[Start of Attachment]

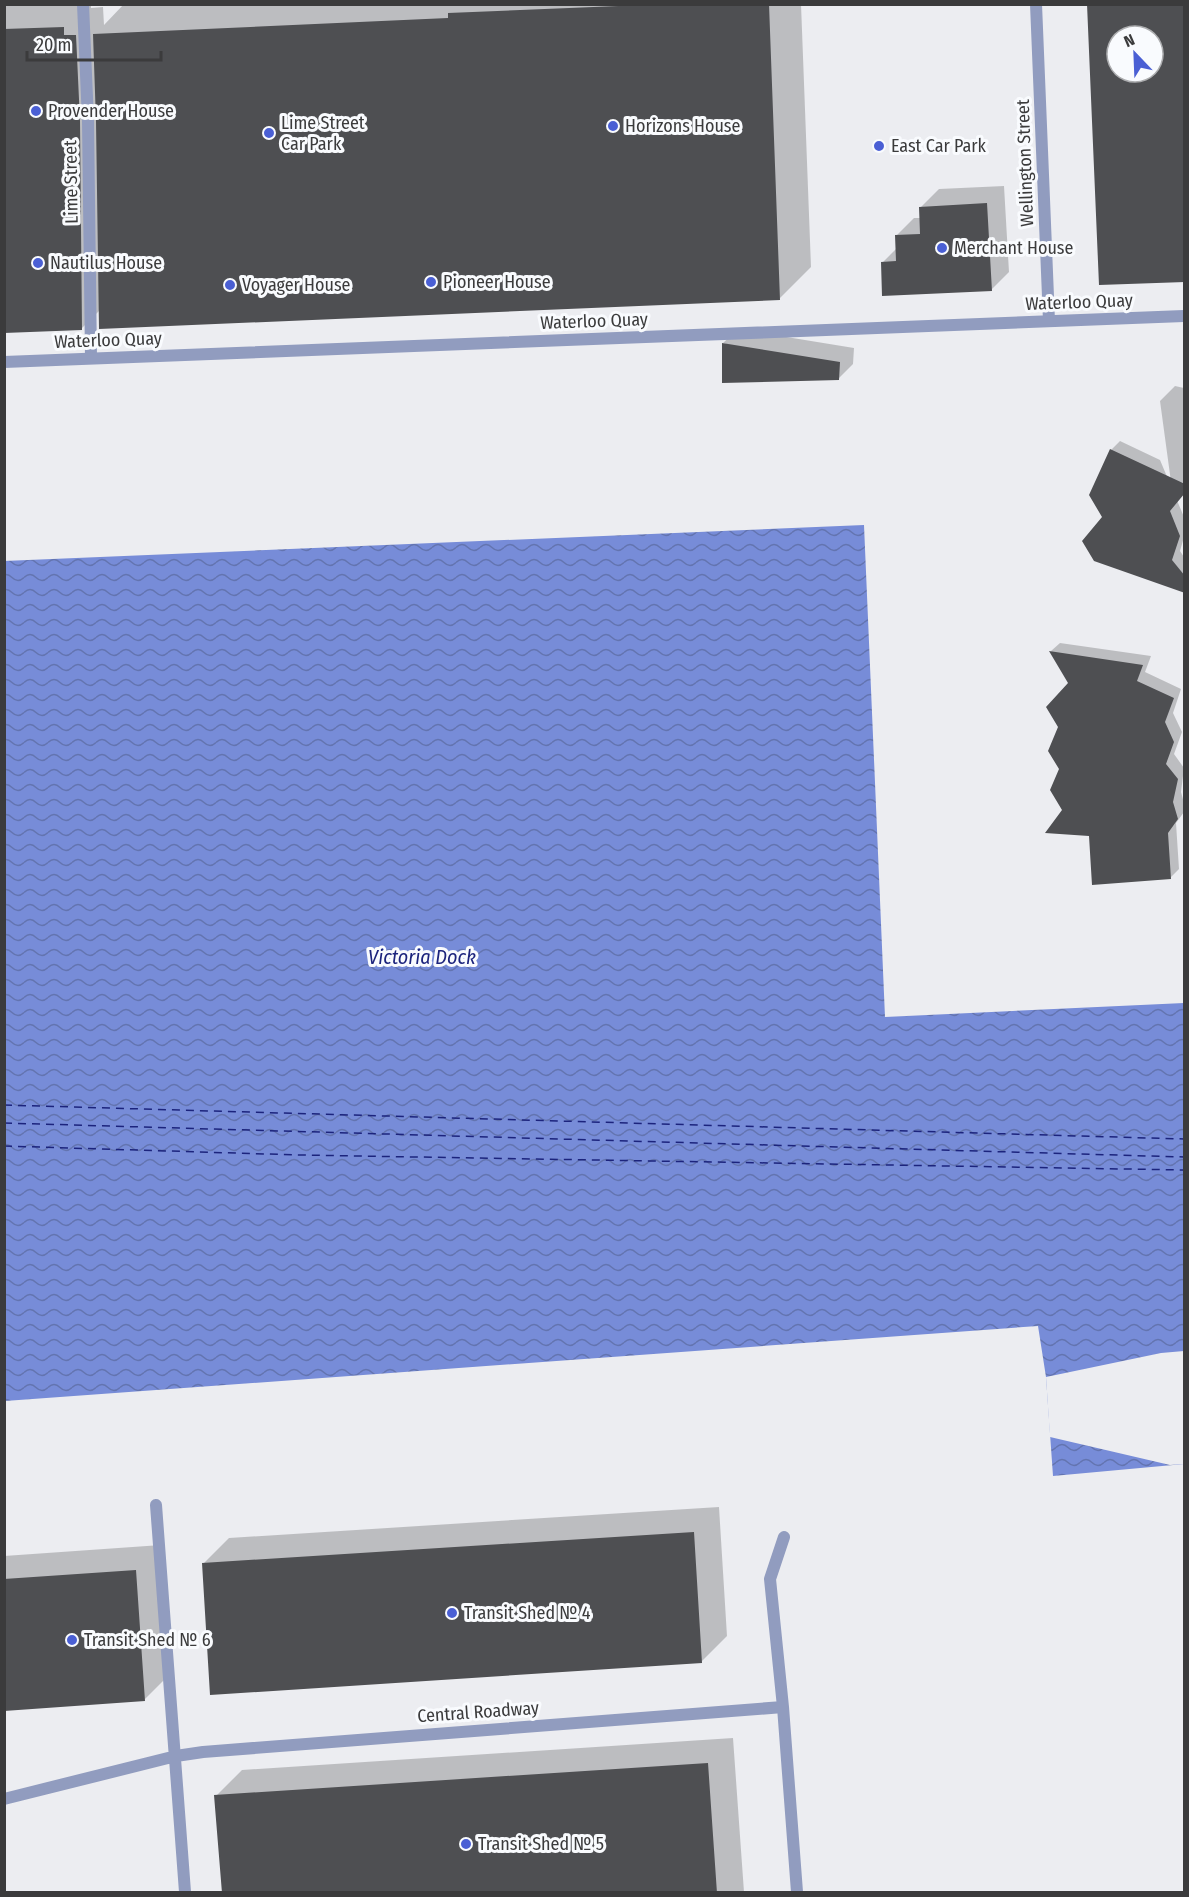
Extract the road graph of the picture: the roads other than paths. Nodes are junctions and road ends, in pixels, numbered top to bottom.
1 (84, 4) edge
2 (1036, 4) edge
3 (1185, 316) edge
4 (1049, 321) junction
5 (91, 358) junction
6 (4, 362) edge
7 (156, 1504) dead end
8 (784, 1538) dead end
9 (783, 1707) junction
10 (176, 1756) junction
11 (4, 1799) edge
12 (185, 1893) edge
13 (797, 1893) edge

1 - 5 street, Lime Street
2 - 4 street, Wellington Street
3 - 4 street, Waterloo Quay
4 - 5 street, Waterloo Quay
5 - 6 street, Waterloo Quay
7 - 10 street
8 - 9 street
9 - 10 street, Central Roadway
9 - 13 street
10 - 11 street, Central Roadway
10 - 12 street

[End of Attachment]

■ DIRECTIONS FOR THIS TASK
No picture belongs in the answer; the rest of the records must be repeated exactly.

■ OUTPUT
Extract the road graph of the picture: the roads other than paths. Nodes are junctions and road ends, in pixels, numbered top to bottom.
1 (84, 4) edge
2 (1036, 4) edge
3 (1185, 316) edge
4 (1049, 321) junction
5 (91, 358) junction
6 (4, 362) edge
7 (156, 1504) dead end
8 (784, 1538) dead end
9 (783, 1707) junction
10 (176, 1756) junction
11 (4, 1799) edge
12 (185, 1893) edge
13 (797, 1893) edge

1 - 5 street, Lime Street
2 - 4 street, Wellington Street
3 - 4 street, Waterloo Quay
4 - 5 street, Waterloo Quay
5 - 6 street, Waterloo Quay
7 - 10 street
8 - 9 street
9 - 10 street, Central Roadway
9 - 13 street
10 - 11 street, Central Roadway
10 - 12 street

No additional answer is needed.